Putting the "-d 128" made the script that starts the server do not go into
the background, but it did not throw any output, so i called the server "by hand" with the following command:
fileserver:/etc/ldap# /usr/sbin/slapd -h ldapi:/// ldap:/// -g openldap -u openldap -F /etc/ldap/slapd.d -d 128 @(#) $OpenLDAP: slapd 2.4.23 (Nov 22 2010 23:39:34) $
@biber:/build/buildd-openldap_2.4.23-7-i386-mi96UQ/openldap-2.4.23/debian/build/servers/slapd => access_allowed: search access to "cn=config" "objectClass" requested <= root access granted => access_allowed: search access granted by manage(=mwrscxd) => access_allowed: search access to "cn=module{0},cn=config" "objectClass" requested <= root access granted => access_allowed: search access granted by manage(=mwrscxd) => access_allowed: search access to "cn=schema,cn=config" "objectClass" requested <= root access granted => access_allowed: search access granted by manage(=mwrscxd) => access_allowed: search access to "cn={0}core,cn=schema,cn=config" "objectClass" requested <= root access granted => access_allowed: search access granted by manage(=mwrscxd) => access_allowed: search access to "cn={1}cosine,cn=schema,cn=config" "objectClass" requested <= root access granted => access_allowed: search access granted by manage(=mwrscxd) => access_allowed: search access to "cn={2}nis,cn=schema,cn=config" "objectClass" requested <= root access granted => access_allowed: search access granted by manage(=mwrscxd) => access_allowed: search access to "cn={3}inetorgperson,cn=schema,cn=config" "objectClass" requested <= root access granted => access_allowed: search access granted by manage(=mwrscxd) => access_allowed: search access to "cn={4}samba,cn=schema,cn=config" "objectClass" requested <= root access granted => access_allowed: search access granted by manage(=mwrscxd) => access_allowed: search access to "olcDatabase={-1}frontend,cn=config" "objectClass" requested <= root access granted => access_allowed: search access granted by manage(=mwrscxd) Backend ACL: access to * by dn.base="gidNumber=0+uidNumber=0,cn=peercred,cn=external,cn=auth" manage by * +0 break
Backend ACL: access to dn.base="" by * read
Backend ACL: access to dn.base="cn=subschema" by * read
=> access_allowed: search access to "olcDatabase={0}config,cn=config" "objectClass" requested <= root access granted => access_allowed: search access granted by manage(=mwrscxd) Backend ACL: access to * by dn.base="gidNumber=0+uidNumber=0,cn=peercred,cn=external,cn=auth" manage by * +0 break
/etc/ldap/slapd.d: line 1: warning: cannot assess the validity of the ACL scope within backend naming context Backend ACL: access to * by * none
/etc/ldap/slapd.d: line 1: warning: cannot assess the validity of the ACL scope within backend naming context => access_allowed: search access to "olcDatabase={1}bdb,cn=config" "objectClass" requested <= root access granted => access_allowed: search access granted by manage(=mwrscxd)

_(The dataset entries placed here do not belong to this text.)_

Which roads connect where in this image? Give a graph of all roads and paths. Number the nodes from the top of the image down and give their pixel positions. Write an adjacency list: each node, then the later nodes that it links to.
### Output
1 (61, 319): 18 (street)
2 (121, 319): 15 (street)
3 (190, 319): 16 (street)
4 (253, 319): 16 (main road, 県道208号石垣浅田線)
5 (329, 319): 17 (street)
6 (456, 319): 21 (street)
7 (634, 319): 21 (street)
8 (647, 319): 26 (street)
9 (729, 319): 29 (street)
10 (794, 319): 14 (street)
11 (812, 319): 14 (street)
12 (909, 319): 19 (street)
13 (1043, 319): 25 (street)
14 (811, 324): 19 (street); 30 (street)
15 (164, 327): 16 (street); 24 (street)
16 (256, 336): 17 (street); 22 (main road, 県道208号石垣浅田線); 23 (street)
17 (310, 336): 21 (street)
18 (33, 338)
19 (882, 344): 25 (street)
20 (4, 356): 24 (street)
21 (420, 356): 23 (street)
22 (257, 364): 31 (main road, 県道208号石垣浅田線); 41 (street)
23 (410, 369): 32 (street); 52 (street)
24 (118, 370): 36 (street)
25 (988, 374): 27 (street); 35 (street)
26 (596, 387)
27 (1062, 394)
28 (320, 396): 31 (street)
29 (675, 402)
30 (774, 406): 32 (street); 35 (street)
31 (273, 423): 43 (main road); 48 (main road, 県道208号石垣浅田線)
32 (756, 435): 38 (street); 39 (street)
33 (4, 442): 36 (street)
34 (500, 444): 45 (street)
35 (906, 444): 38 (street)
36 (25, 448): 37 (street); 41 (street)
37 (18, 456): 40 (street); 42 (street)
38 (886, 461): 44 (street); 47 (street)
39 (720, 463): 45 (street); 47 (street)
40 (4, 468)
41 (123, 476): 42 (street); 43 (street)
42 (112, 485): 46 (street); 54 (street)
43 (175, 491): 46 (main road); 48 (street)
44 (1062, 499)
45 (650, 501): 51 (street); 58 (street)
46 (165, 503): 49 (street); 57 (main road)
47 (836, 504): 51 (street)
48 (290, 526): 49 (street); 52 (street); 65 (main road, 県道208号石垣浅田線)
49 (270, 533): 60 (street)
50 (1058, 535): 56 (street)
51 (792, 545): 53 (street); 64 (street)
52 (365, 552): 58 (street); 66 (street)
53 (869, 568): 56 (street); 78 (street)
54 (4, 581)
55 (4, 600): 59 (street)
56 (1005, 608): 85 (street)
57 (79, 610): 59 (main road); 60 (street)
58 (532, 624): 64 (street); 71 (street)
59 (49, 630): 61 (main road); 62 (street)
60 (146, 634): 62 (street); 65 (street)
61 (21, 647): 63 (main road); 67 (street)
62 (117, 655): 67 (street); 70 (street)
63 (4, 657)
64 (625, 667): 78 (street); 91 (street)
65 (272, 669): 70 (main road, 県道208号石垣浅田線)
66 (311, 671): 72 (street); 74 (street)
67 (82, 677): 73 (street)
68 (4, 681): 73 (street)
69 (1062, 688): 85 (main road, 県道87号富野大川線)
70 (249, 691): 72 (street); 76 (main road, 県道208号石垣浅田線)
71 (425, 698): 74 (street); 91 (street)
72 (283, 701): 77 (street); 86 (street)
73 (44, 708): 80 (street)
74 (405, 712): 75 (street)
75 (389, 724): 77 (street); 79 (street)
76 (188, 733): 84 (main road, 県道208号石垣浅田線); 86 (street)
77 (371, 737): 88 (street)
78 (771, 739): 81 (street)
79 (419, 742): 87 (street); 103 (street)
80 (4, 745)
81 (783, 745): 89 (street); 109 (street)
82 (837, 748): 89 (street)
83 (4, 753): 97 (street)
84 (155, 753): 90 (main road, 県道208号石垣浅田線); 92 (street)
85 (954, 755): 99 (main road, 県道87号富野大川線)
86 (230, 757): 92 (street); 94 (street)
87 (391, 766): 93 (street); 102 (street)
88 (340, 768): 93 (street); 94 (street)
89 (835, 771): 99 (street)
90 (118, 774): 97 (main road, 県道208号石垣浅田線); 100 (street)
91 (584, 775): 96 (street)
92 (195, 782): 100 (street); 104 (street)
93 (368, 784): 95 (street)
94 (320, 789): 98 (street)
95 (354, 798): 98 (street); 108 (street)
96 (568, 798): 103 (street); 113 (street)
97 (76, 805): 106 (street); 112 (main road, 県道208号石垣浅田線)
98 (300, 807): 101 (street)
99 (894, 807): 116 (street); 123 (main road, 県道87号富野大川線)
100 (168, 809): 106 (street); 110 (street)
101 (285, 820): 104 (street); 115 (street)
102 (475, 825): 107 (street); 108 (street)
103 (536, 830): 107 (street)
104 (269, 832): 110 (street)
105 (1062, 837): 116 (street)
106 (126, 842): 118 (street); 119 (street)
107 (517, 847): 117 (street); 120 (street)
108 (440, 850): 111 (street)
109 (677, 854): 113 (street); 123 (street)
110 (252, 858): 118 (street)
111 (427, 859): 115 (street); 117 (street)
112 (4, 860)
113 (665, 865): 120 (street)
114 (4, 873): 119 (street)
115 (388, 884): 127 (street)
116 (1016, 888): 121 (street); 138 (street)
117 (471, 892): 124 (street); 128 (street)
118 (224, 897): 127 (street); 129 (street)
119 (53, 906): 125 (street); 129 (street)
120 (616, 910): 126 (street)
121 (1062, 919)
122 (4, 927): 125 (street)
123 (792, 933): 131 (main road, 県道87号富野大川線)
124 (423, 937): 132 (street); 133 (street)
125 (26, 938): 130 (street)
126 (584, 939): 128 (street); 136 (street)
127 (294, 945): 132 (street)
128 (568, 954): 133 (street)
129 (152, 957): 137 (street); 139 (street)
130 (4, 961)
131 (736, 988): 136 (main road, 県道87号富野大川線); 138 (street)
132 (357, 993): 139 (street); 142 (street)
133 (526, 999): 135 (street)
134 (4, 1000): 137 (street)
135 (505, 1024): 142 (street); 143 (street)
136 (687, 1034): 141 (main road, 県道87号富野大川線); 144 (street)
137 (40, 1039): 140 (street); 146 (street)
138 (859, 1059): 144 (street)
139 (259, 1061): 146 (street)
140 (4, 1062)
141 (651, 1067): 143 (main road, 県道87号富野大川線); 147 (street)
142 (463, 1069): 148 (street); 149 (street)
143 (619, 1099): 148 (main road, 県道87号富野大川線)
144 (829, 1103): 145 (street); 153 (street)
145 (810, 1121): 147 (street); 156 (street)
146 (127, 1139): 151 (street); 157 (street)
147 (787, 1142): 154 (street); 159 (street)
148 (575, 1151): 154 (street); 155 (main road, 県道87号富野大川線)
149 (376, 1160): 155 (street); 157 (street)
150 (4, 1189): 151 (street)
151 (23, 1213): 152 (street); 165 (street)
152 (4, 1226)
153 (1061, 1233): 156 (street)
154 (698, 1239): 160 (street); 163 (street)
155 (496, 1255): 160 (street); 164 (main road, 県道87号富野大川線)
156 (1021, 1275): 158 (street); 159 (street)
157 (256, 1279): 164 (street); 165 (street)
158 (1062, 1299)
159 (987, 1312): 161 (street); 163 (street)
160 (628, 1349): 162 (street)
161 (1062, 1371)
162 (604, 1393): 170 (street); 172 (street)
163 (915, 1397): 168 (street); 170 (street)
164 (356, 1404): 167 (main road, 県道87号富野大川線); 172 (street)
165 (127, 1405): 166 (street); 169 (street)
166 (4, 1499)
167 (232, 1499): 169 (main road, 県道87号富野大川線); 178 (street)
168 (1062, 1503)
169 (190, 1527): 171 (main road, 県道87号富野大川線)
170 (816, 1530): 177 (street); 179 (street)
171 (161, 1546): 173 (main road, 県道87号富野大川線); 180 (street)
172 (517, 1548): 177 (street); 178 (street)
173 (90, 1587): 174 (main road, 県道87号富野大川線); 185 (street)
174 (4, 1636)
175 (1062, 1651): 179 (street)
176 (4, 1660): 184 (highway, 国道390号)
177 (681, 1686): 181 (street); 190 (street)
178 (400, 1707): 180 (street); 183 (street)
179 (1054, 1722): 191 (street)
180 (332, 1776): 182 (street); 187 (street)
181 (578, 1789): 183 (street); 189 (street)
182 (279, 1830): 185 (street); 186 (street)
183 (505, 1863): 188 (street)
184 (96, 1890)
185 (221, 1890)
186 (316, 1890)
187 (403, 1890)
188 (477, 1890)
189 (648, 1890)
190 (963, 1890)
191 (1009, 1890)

Does these changes that we are making into slapd.conf really being processed? Normally, i see just the "-F /etc/ldap/slapd.d" flag and never the "-f /etc/ldap/slapd.conf".
I uninstalled the recommended upgrade from the first link (the one that told to upgrade from libnss-ldap and libpam-ldap to libnss-ldapd and libpam-ldapd). Now i can do 'su - [login]' and have normal access to files again.